In Memoriam: Jyri Jaakkola
May 1, 2010 by intlibecosoc
The 33-year old Finn Jyri Jaakkola—climate activist, revolutionary,
human—was murdered on 27 April while participating as an international
observer in a caravan destined to the community of San Juan Copalá in
the state of Oaxaca, México. He went as an associate of VOCAL
(Oaxacan Voices Constructing Autonomy and Liberty) in a convoy that
was intended to deliver much-needed food and other supplies to the
autonomous municipality which has for months been cut off by
paramilitary organizations. The caravan was at a certain point
ambushed and fired upon; Jyri and Beatriz Alberta Cariño Trujillo were
killed. Those responsible are said to be members of the Union of
Social Welfare for the Triqui Region (UBISORT), an organization that
has been said to be a paramilitary group tied to México’s
Institutional Revolutionary Party (PRI)—the party of the present
governor of the state of Oaxaca, Ulises Ruiz Ortiz.[1]
The present author had the pleasure of knowing Jyri but for a few
days, this during the Encounter for Autonomous Life that took place in
Oaxaca de Juárez in early April. He was a member of the Finnish
grassroots environmental organization Hyökyaalto as well as of Climate
Justice Action, and he partook in protests during the 15th meeting of
the Conference of Parties in Copenhagen last December. During the
Encounter, he presented an account of the Copenhagen meeting and the
activities that took place to resist it, showing pictures of sit-ins
and manifestations organized by protestors as well as disturbing
images of police brutality directed at such. He closed his plática,
or talk, with a list of demands adapted from those advocated by
Climate Justice Action: that fossil fuels be kept in the ground, that
local communities obtain control over their resources, that
food-production be localized, that Northern over-consumption patterns
be massively reduced, that the concept of ecological and climate
debt[2] be recognized and that reparations be granted to Southern
societies, and that the rights of indigenous peoples and forests be
respected.
Jyri was in the audience for the talk “Atmospheric Dialectics,”

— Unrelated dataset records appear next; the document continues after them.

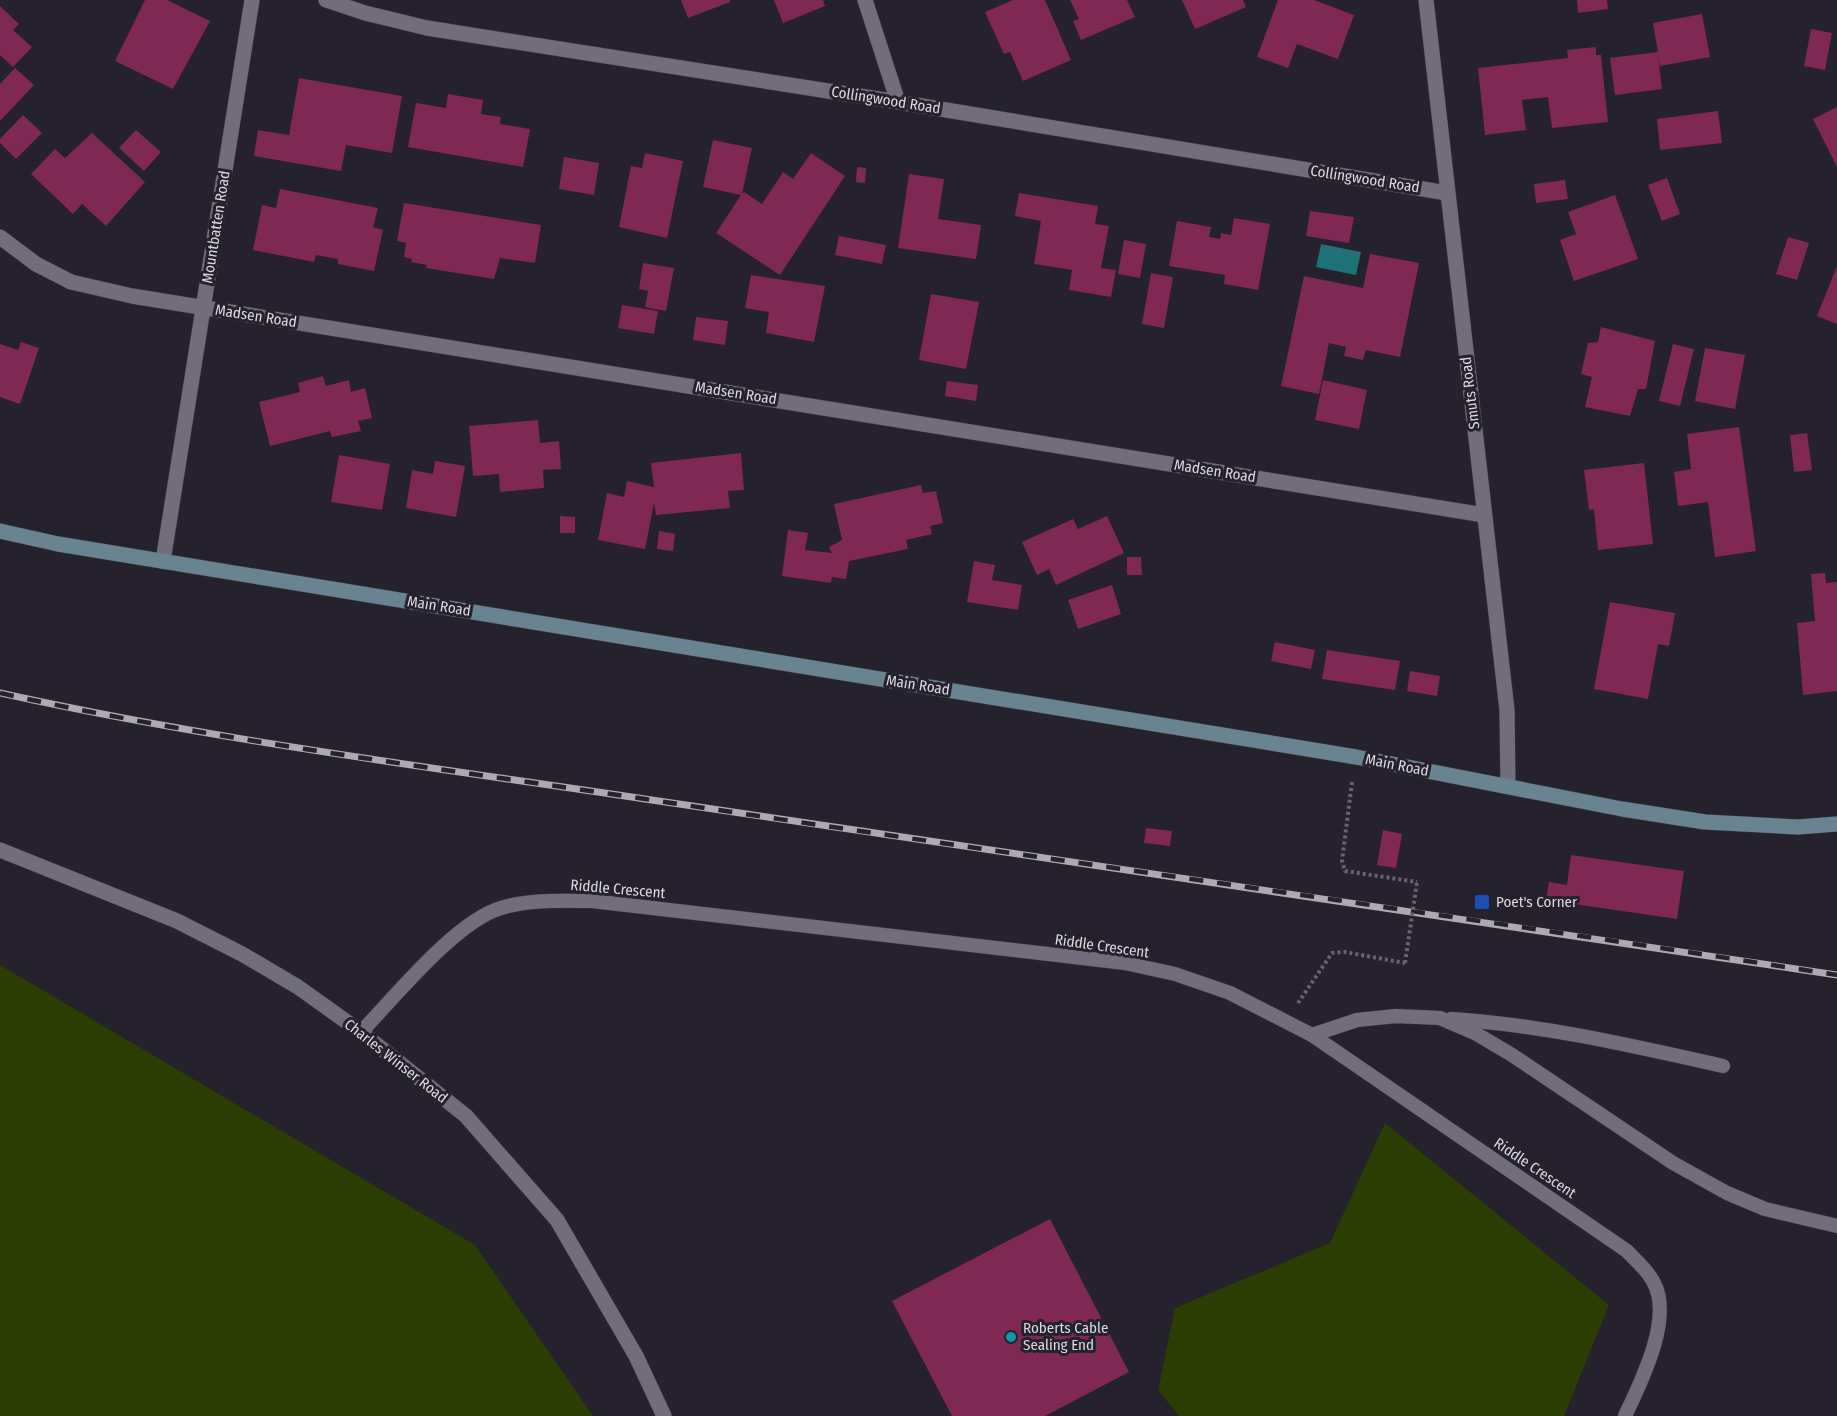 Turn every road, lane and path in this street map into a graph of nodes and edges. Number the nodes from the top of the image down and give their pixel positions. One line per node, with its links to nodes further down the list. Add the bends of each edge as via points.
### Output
1 (252, 0): 8 (street, Mountbatten Road)
2 (326, 0): 5 (street, Collingwood Road, via 365,14 427,28)
3 (865, 0): 5 (street)
4 (1426, 0): 6 (street, Smuts Road)
5 (898, 102): 6 (street, Collingwood Road)
6 (1447, 193): 9 (street, Smuts Road)
7 (0, 237): 8 (street, Madsen Road, via 36,264 70,282)
8 (204, 308): 9 (street, Madsen Road); 11 (street, Mountbatten Road)
9 (1484, 515): 13 (street, Smuts Road, via 1507,710)
10 (0, 531): 11 (main road, Main Road)
11 (163, 561): 12 (main road, Main Road)
12 (1356, 757): 13 (main road, Main Road); 17 (path, bridge, via 1343,868 1349,874 1417,882 1405,963 1332,953 1312,978)
13 (1508, 786): 14 (main road, Main Road, via 1705,822 1798,827)
14 (1837, 824)
15 (0, 850): 18 (street, Charles Winser Road, via 186,926 298,987)
16 (1440, 1018): 19 (lane, via 1396,1016 1357,1020); 20 (lane, via 1510,1023 1585,1035); 21 (lane, via 1512,1055 1673,1163 1727,1193 1764,1209)
17 (1287, 1022): 18 (lane, Riddle Crescent, via 1230,993 1175,974 1125,963 592,901 530,902 499,908 470,925 435,956); 19 (lane, Riddle Crescent)
18 (361, 1032): 22 (street, Charles Winser Road, via 466,1116 556,1220 636,1356)
19 (1312, 1035): 23 (lane, Riddle Crescent, via 1627,1251 1646,1271 1655,1285 1659,1324)
20 (1723, 1066)
21 (1837, 1226)
22 (664, 1416)
23 (1625, 1416)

presented during the final day of the Encounter, and it was he who
spurred dialogue after the conclusion of this decidedly depressing
speech. His kindness and warmth will not forgotten.
Jyri expressed to the author his desire to participate in actions
surrounding the COP-16 meeting that is slated to take place at Cancún
in November and December of this year. Sadly, he will be able to do
no such thing now. It is perhaps to be hoped, though, that that which
will occur at Cancún would have pleased Jyri; in this sense, it may be
that we can commemorate him thusly in life, against death.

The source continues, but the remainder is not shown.